Thanks everyone! Stirfamily..right now I am home with a son who is recovering from a spinal fusion..he had rods put along side his spine to straighten it out. He has spastic quad cp, is legally blind and has a seizure disorder. I am pretty limited to where I can be during the day so I can be with him, so have the sewing machine right up here next to him. In a little over a week, I'm back to working 40 hours a week, and believe me, I won't be as productive then, so I'm trying my darndest to get as much done now as I possibly can!!


----------



## Maura (Jun 6, 2004)

Bless you and your son.

I've never made a star like that. It really has a lot of movement. It also looks hard. Good for you!


----------



## bopeep (Apr 2, 2007)

I Love That :goodjob::goodjob:
I am sure he is going to Love it too.
bopeep


----------



## maxine (Jun 22, 2004)

Excellent Star quilt!!! I also love the quiltville site..a lady that I bowl with has done several of those patterns and they are beautiful..I am going to do one of the pineapple pattern ones,,and in plaid..as I am addicted to plaid and even better if it is flannel!! Great Job


----------



## MsPioneerGal (Feb 16, 2003)

Smokey Mountain Star is one of my favorites from the Quiltville site. Really nice job MacaReenie and I'm sure you enjoy 'the hunt' at the Goodwill store! Remember....look for the XXL sizes :bouncy:

Maxine - I have just finished sewing the Pineapple quilt from Quiltville. Very easy block & very happy with how quick it went together. Just the hand quilting to go!


----------



## MontanaQuilter (Oct 31, 2008)

Beautiful work! I love that pattern, I'm hoping to get started on a Delectable Mountains quilt based on a pattern over at quiltville! Thanks for sharing!


----------



## Colorado (Aug 19, 2005)

Great quilt.


----------



## Ravenlost (Jul 20, 2004)

Very nice and masculine. My hubby would love it!


----------



## mustangsally17 (Nov 3, 2007)

I went to the site, lots of awesome ideas with free instructions...already have plans for my scrap box twirling thru my head....but need to finish my current project....buuuut


----------



## MacaReenie (Mar 1, 2008)

hahaha, mustangsally..same here! There's only about umm....15 from there that I wanna start NOW lol!


----------



## CJ (May 10, 2002)

Love it, scrappy quilts are the best!


----------



## Miz Mary (Feb 15, 2003)

GREAT JOB !!!! Looks so cozy ......


----------



## MacaReenie (Mar 1, 2008)

Just noticed that MsPioneerGal mentioned that she just finished a quilt. Umm...shouldn't we be seeing a pic then??


----------



## dragonchick (Oct 10, 2007)

Beautiful quilt. DH was trying on some of his old clothing that he hadn't worn quite a while and discovered he had gotten a little rotund around the middle. The clothing does not fit anymore so I have a lot of shirts and jeans to work with. I think some of those patterns will be a perfect use for these things. Thanks so much for posting your quilt and giving me so many ideas of what to do. EVEN I should be able to do this.


----------



## MsPioneerGal (Feb 16, 2003)

MacaReenie said:


> Just noticed that MsPioneerGal mentioned that she just finished a quilt. Umm...shouldn't we be seeing a pic then??
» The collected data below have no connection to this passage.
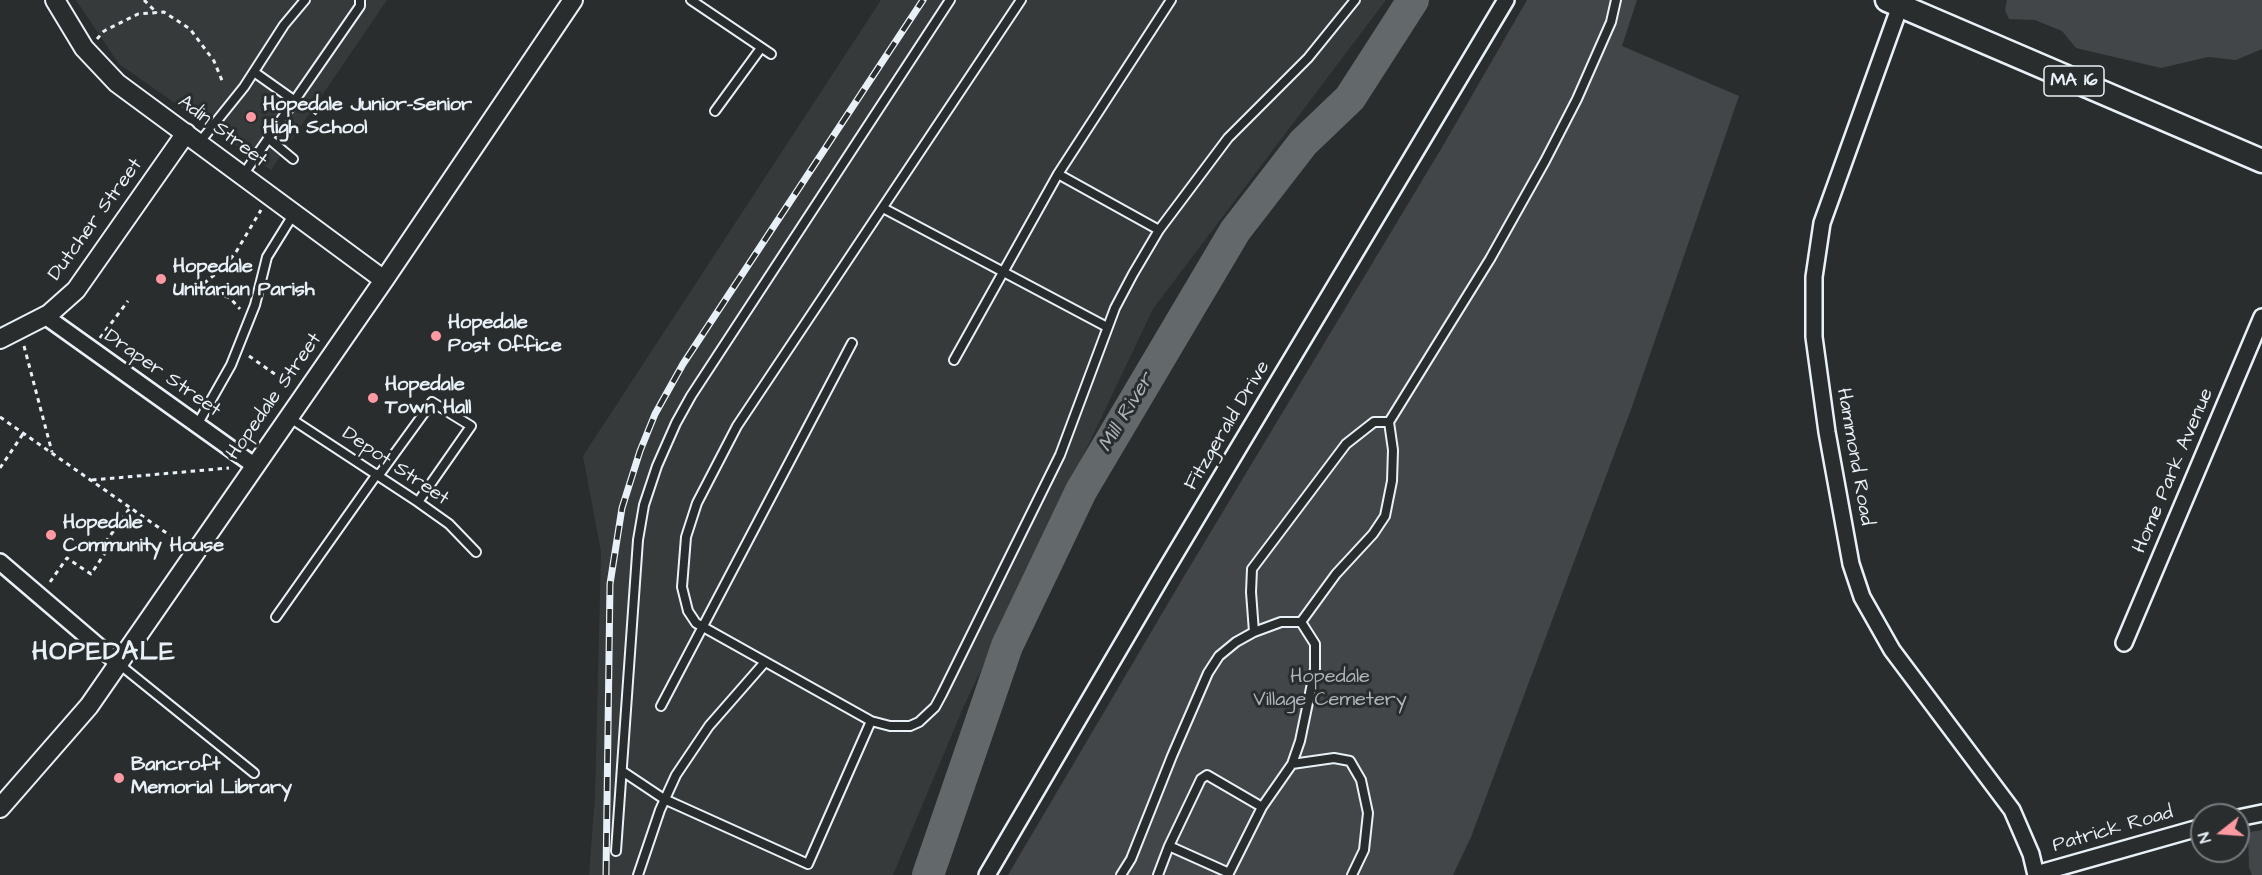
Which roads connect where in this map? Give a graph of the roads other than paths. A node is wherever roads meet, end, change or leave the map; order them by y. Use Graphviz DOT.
graph roads {
  1 [pos="55,0"];
  2 [pos="305,0"];
  3 [pos="360,0"];
  4 [pos="573,0"];
  5 [pos="691,0"];
  6 [pos="950,0"];
  7 [pos="1021,0"];
  8 [pos="1171,0"];
  9 [pos="1355,0"];
  10 [pos="1506,0"];
  11 [pos="1616,0"];
  12 [pos="1896,2"];
  13 [pos="761,48"];
  14 [pos="771,54"];
  15 [pos="254,72"];
  16 [pos="295,100"];
  17 [pos="715,111"];
  18 [pos="192,138"];
  19 [pos="269,139"];
  20 [pos="293,159"];
  21 [pos="2262,161"];
  22 [pos="1058,174"];
  23 [pos="243,176"];
  24 [pos="882,208"];
  25 [pos="294,213"];
  26 [pos="1159,231"];
  27 [pos="1003,271"];
  28 [pos="384,280"];
  29 [pos="45,316"];
  30 [pos="2262,316"];
  31 [pos="1107,327"];
  32 [pos="0,339"];
  33 [pos="852,343"];
  34 [pos="954,360"];
  35 [pos="289,417"];
  36 [pos="1389,422"];
  37 [pos="197,425"];
  38 [pos="255,466"];
  39 [pos="378,474"];
  40 [pos="418,502"];
  41 [pos="476,552"];
  42 [pos="0,562"];
  43 [pos="276,617"];
  44 [pos="1301,622"];
  45 [pos="702,627"];
  46 [pos="1254,632"];
  47 [pos="2124,643"];
  48 [pos="765,662"];
  49 [pos="118,663"];
  50 [pos="661,706"];
  51 [pos="871,721"];
  52 [pos="1292,764"];
  53 [pos="622,771"];
  54 [pos="254,773"];
  55 [pos="664,799"];
  56 [pos="1262,807"];
  57 [pos="0,808"];
  58 [pos="2190,830"];
  59 [pos="1169,846"];
  60 [pos="616,851"];
  61 [pos="1229,874"];
  62 [pos="2036,874"];
  63 [pos="638,875"];
  64 [pos="987,875"];
  65 [pos="1121,875"];
  66 [pos="1158,875"];
  67 [pos="1352,875"];
  1 -- 18 [label="street, Adin Street"];
  2 -- 15 [label="lane"];
  3 -- 16 [label="lane"];
  4 -- 28 [label="street, Hopedale Street"];
  5 -- 13 [label="lane"];
  6 -- 53 [label="lane"];
  7 -- 24 [label="lane"];
  8 -- 22 [label="lane"];
  9 -- 26 [label="lane"];
  10 -- 64 [label="street, Fitzgerald Drive"];
  11 -- 36 [label="lane"];
  12 -- 21 [label="main road, MA 16"];
  12 -- 62 [label="street, Hammond Road"];
  13 -- 14 [label="lane"];
  13 -- 17 [label="lane"];
  15 -- 16 [label="lane"];
  15 -- 18 [label="lane"];
  16 -- 19 [label="lane"];
  18 -- 23 [label="street, Adin Street"];
  18 -- 29 [label="street, Dutcher Street"];
  19 -- 20 [label="lane"];
  19 -- 23 [label="lane"];
  22 -- 26 [label="lane"];
  22 -- 27 [label="lane"];
  23 -- 25 [label="street, Adin Street"];
  24 -- 27 [label="lane"];
  24 -- 45 [label="lane"];
  25 -- 28 [label="street, Adin Street"];
  25 -- 37 [label="lane"];
  26 -- 31 [label="lane"];
  27 -- 31 [label="lane"];
  27 -- 34 [label="lane"];
  28 -- 35 [label="street, Hopedale Street"];
  29 -- 32 [label="street, Dutcher Street"];
  29 -- 37 [label="street, Draper Street"];
  30 -- 47 [label="street, Home Park Avenue"];
  31 -- 51 [label="lane"];
  33 -- 45 [label="lane"];
  35 -- 38 [label="street, Hopedale Street"];
  35 -- 39 [label="lane, Depot Street"];
  36 -- 44 [label="lane"];
  36 -- 46 [label="lane"];
  37 -- 38 [label="street, Draper Street"];
  38 -- 49 [label="street, Hopedale Street"];
  39 -- 40 [label="lane, Depot Street"];
  39 -- 40 [label="lane"];
  39 -- 43 [label="lane"];
  40 -- 41 [label="lane, Depot Street"];
  42 -- 49 [label="street"];
  44 -- 46 [label="lane"];
  44 -- 52 [label="lane"];
  45 -- 48 [label="lane"];
  45 -- 50 [label="lane"];
  46 -- 65 [label="lane"];
  48 -- 51 [label="lane"];
  48 -- 55 [label="lane"];
  49 -- 54 [label="lane"];
  49 -- 57 [label="street, Hopedale Street"];
  51 -- 55 [label="lane"];
  52 -- 56 [label="lane"];
  52 -- 67 [label="lane"];
  53 -- 55 [label="lane"];
  53 -- 60 [label="lane"];
  55 -- 63 [label="lane"];
  56 -- 59 [label="lane"];
  56 -- 61 [label="lane"];
  58 -- 62 [label="street, Patrick Road"];
  59 -- 61 [label="lane"];
  59 -- 66 [label="lane"];
}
:help:It's loaded on the frame now and I've started the hand quilting. BUT, there will be no pictures of that....unless my stitches improve...LOL !!! I had bought the material for a quilt backing but my DIL like it, so it turned into this and it will be going to her whenever I finish it....2010? 2011?...!!!
Pattern is: Pineapple Blossom from quiltville.com by Bonnie Hunter


----------



## MacaReenie (Mar 1, 2008)

Wow..gorgeous!!! Looks sooooooo different from hers with the scraps. This is striking done this way. GREAT job!!


----------



## MacaReenie (Mar 1, 2008)

dragonchick..that's why I love it when folks post pics on here. It sooooooo motivates me to try things. I'm not always good about picturing things different than how I originally saw them...like MsPioneerGal's quilt. Looks totally different than the one I saw and I LOVE this pattern now where I only kinda liked it before.


----------



## Island of Blueb (Sep 20, 2005)

Very very lovely, Macareenie and MsPioneerGal!


----------